Love the quote. Though, I have some people working with me who I would still struggle with that quote. There is an assumption in it that the employee grows from the experience.. yet, I face people who seemingly make an effort not to grow.
I would also micromanage this way. Developers leave, code remains. If your code base is full of `JSON.parse(...)` in a few years because of some developer who though "how clever to do this instead of object literals" it's not the author who has to live with their decision, it's the next code maintainer.

I see too many programmers being too clever and then leaving their clever code to become someone else's issue. My advice is be simple and make readable code. No one wants to maintain the clever code of another person.

Firing instead of teaching when the person can learn isn't management.

The problem isnt that maintainble code isnt worth the effort, the problem is that firing people until someone matches your demands is not the most effective way to GET maintainable code.

Tough life that maintainer is going to have, seeing `JSON.parse(...)` being wrapped around object literals in code. This truly is going to cost them many man hours and lots of hair pulled out in stress.

Seriously though, there's clever code and then there's just nitpicking. Micro-optimizations with JSON.parse() look ugly and nullify some editor conveniences, but they're IMO very far from being a fireable offense.

They are not a fireable offense in my book either, but they sure as hell wouldn't pass my code review. I've had to deal with too much crap like this in the past. Self-proclaimed senior devs that micro-optimize everything and leave a mess, then leave. Love them.
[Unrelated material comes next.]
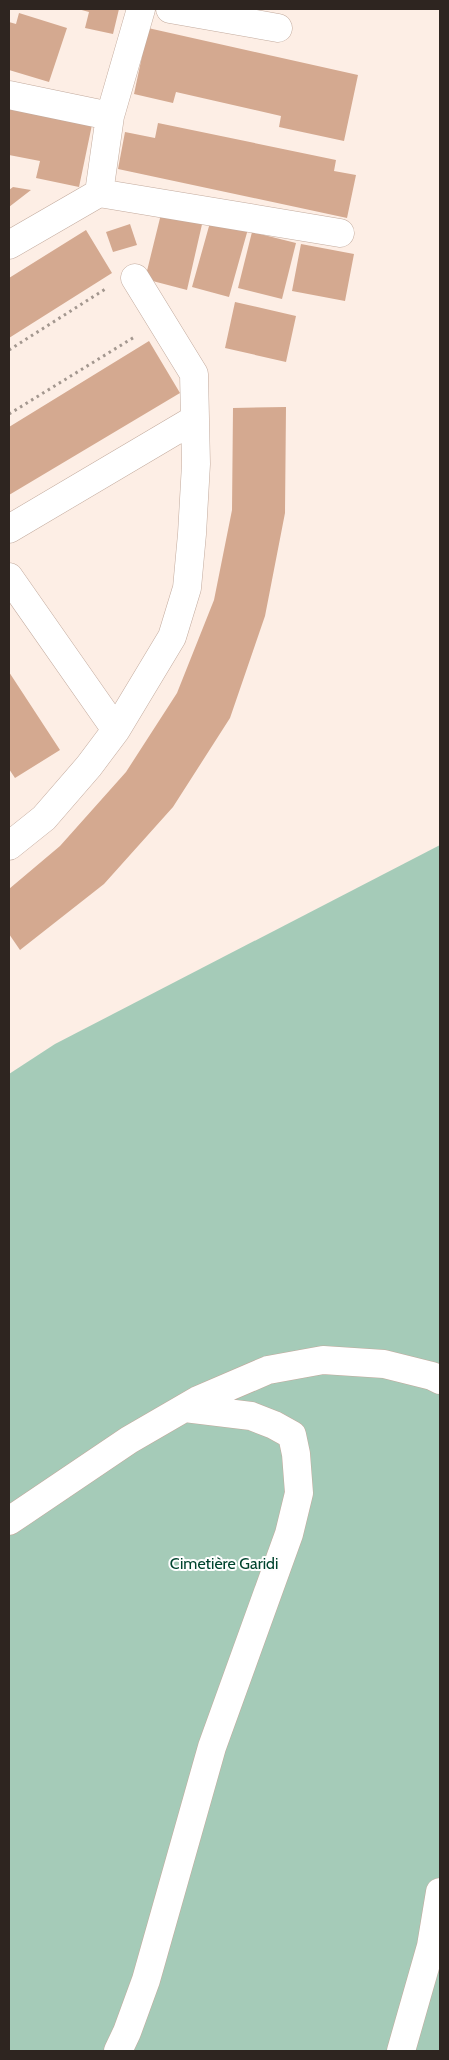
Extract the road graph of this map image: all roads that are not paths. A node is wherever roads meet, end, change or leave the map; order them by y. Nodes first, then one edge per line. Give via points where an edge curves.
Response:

One should always optimize for easy maintenance. Performance is always a secondary goal, because it doesn't matter how fast (you think) your code is if you can't understand it.

Well I agree, you don't fire the person because they put JSON.parse(...) even if they put it in 1000 times. That would be silly.
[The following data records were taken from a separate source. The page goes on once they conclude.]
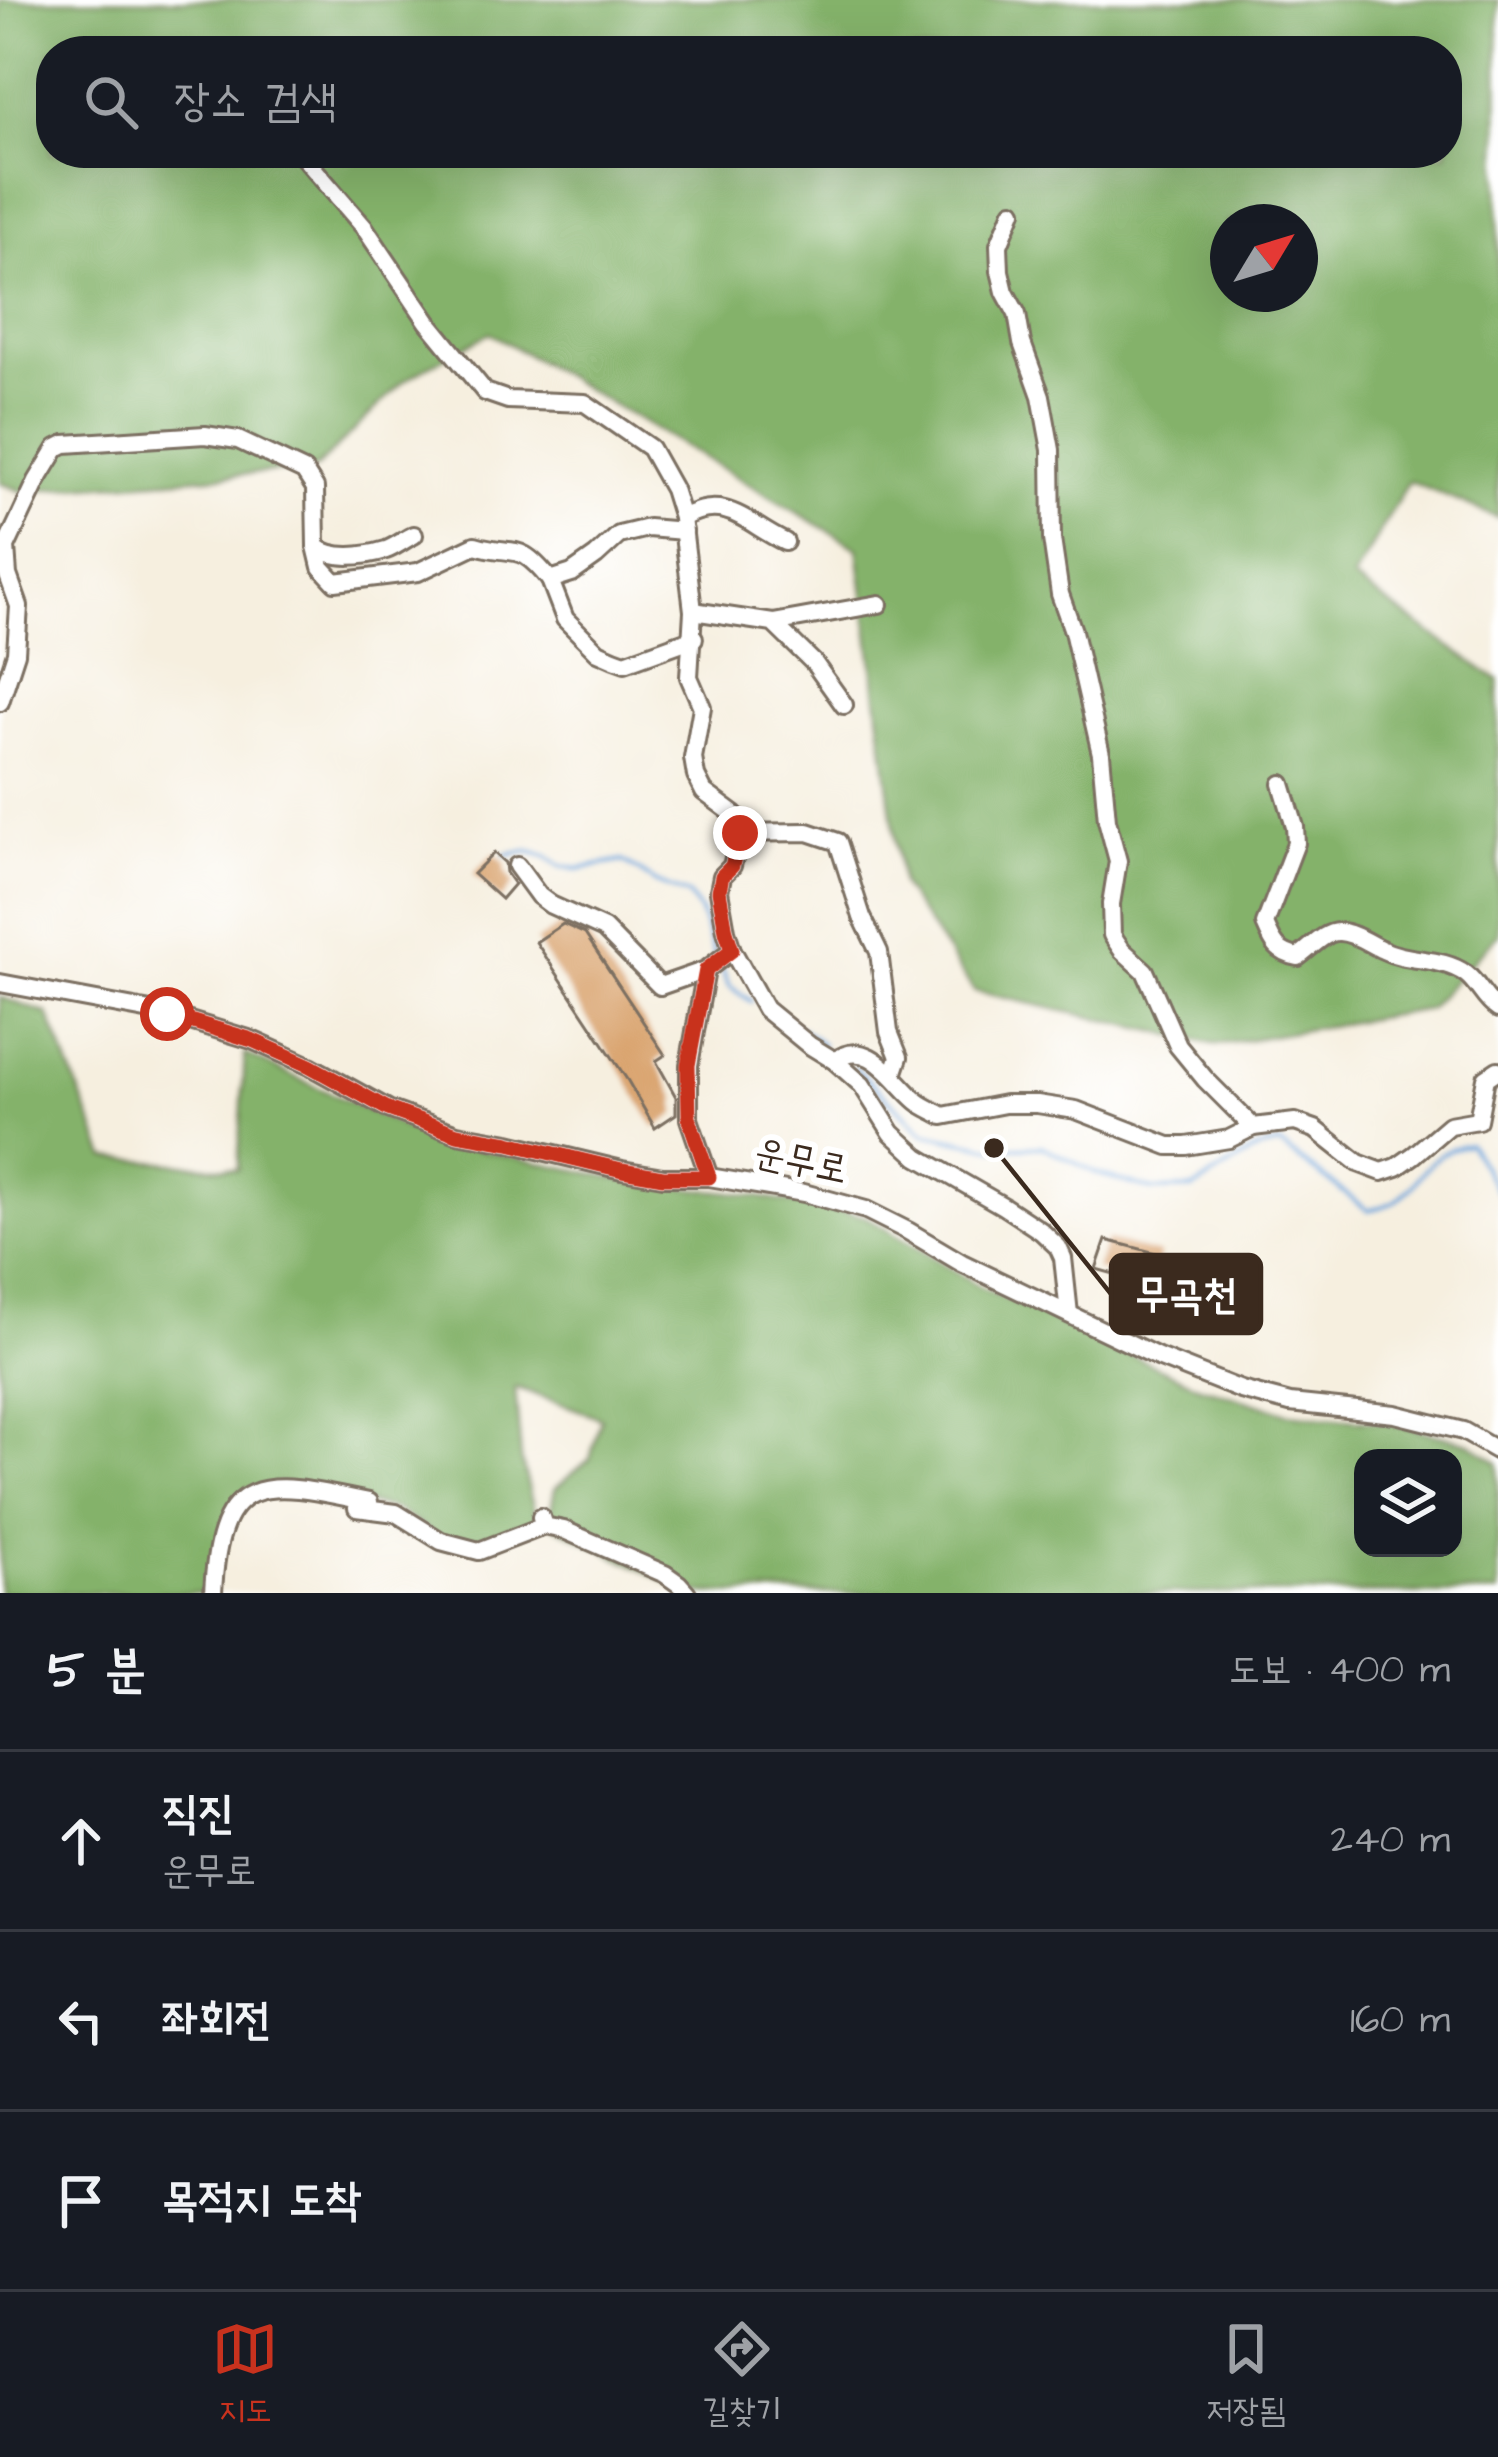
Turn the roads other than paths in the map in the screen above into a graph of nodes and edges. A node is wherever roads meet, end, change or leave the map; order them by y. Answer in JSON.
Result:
{"nodes":[{"id":1,"x":313,"y":168,"type":"edge"},
{"id":2,"x":1013,"y":211,"type":"dead end"},
{"id":3,"x":683,"y":524,"type":"junction"},
{"id":4,"x":414,"y":535,"type":"dead end"},
{"id":5,"x":785,"y":542,"type":"dead end"},
{"id":6,"x":316,"y":546,"type":"junction"},
{"id":7,"x":550,"y":580,"type":"junction"},
{"id":8,"x":879,"y":604,"type":"dead end"},
{"id":9,"x":694,"y":611,"type":"junction"},
{"id":10,"x":773,"y":623,"type":"junction"},
{"id":11,"x":694,"y":638,"type":"junction"},
{"id":12,"x":0,"y":702,"type":"edge"},
{"id":13,"x":844,"y":705,"type":"dead end"},
{"id":14,"x":1282,"y":784,"type":"dead end"},
{"id":15,"x":740,"y":833,"type":"junction"},
{"id":16,"x":517,"y":866,"type":"dead end"},
{"id":17,"x":732,"y":950,"type":"junction"},
{"id":18,"x":706,"y":970,"type":"junction"},
{"id":19,"x":0,"y":983,"type":"edge"},
{"id":20,"x":1498,"y":1009,"type":"edge"},
{"id":21,"x":840,"y":1058,"type":"junction"},
{"id":22,"x":1498,"y":1070,"type":"edge"},
{"id":23,"x":893,"y":1075,"type":"junction"},
{"id":24,"x":1253,"y":1127,"type":"junction"},
{"id":25,"x":709,"y":1177,"type":"junction"},
{"id":26,"x":1069,"y":1314,"type":"junction"},
{"id":27,"x":1498,"y":1450,"type":"edge"},
{"id":28,"x":343,"y":1496,"type":"junction"},
{"id":29,"x":369,"y":1502,"type":"dead end"},
{"id":30,"x":213,"y":1593,"type":"edge"},
{"id":31,"x":687,"y":1593,"type":"edge"}],
"edges":[{"from":1,"to":3,"type":"street"},
{"from":2,"to":24,"type":"street"},
{"from":3,"to":5,"type":"street"},
{"from":3,"to":7,"type":"street"},
{"from":3,"to":9,"type":"street"},
{"from":4,"to":6,"type":"street"},
{"from":6,"to":7,"type":"street"},
{"from":6,"to":12,"type":"street"},
{"from":7,"to":11,"type":"street"},
{"from":8,"to":10,"type":"street"},
{"from":9,"to":10,"type":"street"},
{"from":9,"to":11,"type":"street"},
{"from":10,"to":13,"type":"street"},
{"from":11,"to":15,"type":"street"},
{"from":14,"to":20,"type":"street"},
{"from":15,"to":17,"type":"street"},
{"from":15,"to":23,"type":"street"},
{"from":16,"to":18,"type":"street"},
{"from":17,"to":18,"type":"street"},
{"from":17,"to":21,"type":"street"},
{"from":18,"to":25,"type":"street"},
{"from":19,"to":25,"type":"street","name":"운무로"},
{"from":21,"to":23,"type":"street"},
{"from":21,"to":26,"type":"street"},
{"from":22,"to":24,"type":"street"},
{"from":23,"to":24,"type":"street"},
{"from":25,"to":26,"type":"street","name":"운무로"},
{"from":26,"to":27,"type":"street","name":"운무로"},
{"from":28,"to":29,"type":"street"},
{"from":28,"to":30,"type":"street"},
{"from":28,"to":31,"type":"street"}]}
The question is WHY did they do that? I'd probably get them to learn about performance tuning and do some profiling, make something faster. When they find out that it's slow because of something they didn't predict, hopefully they'll decide for themselves that they can't predict what will be slow, so no point complicating the code. If they don't get that, maybe explain it to them.

Basically the person who put JSON.parse all over the code was learning.

If they come back and arrogantly say "I'm right, and I'll carry on doing it you won't stop me", then that could be an attitude problem that might lead to question if they should be working there.

There are more nuances like if the person is claiming to be a senior developer/architect then the trigger for firing them might be more likely to be pulled. But still it is worth thinking about it first.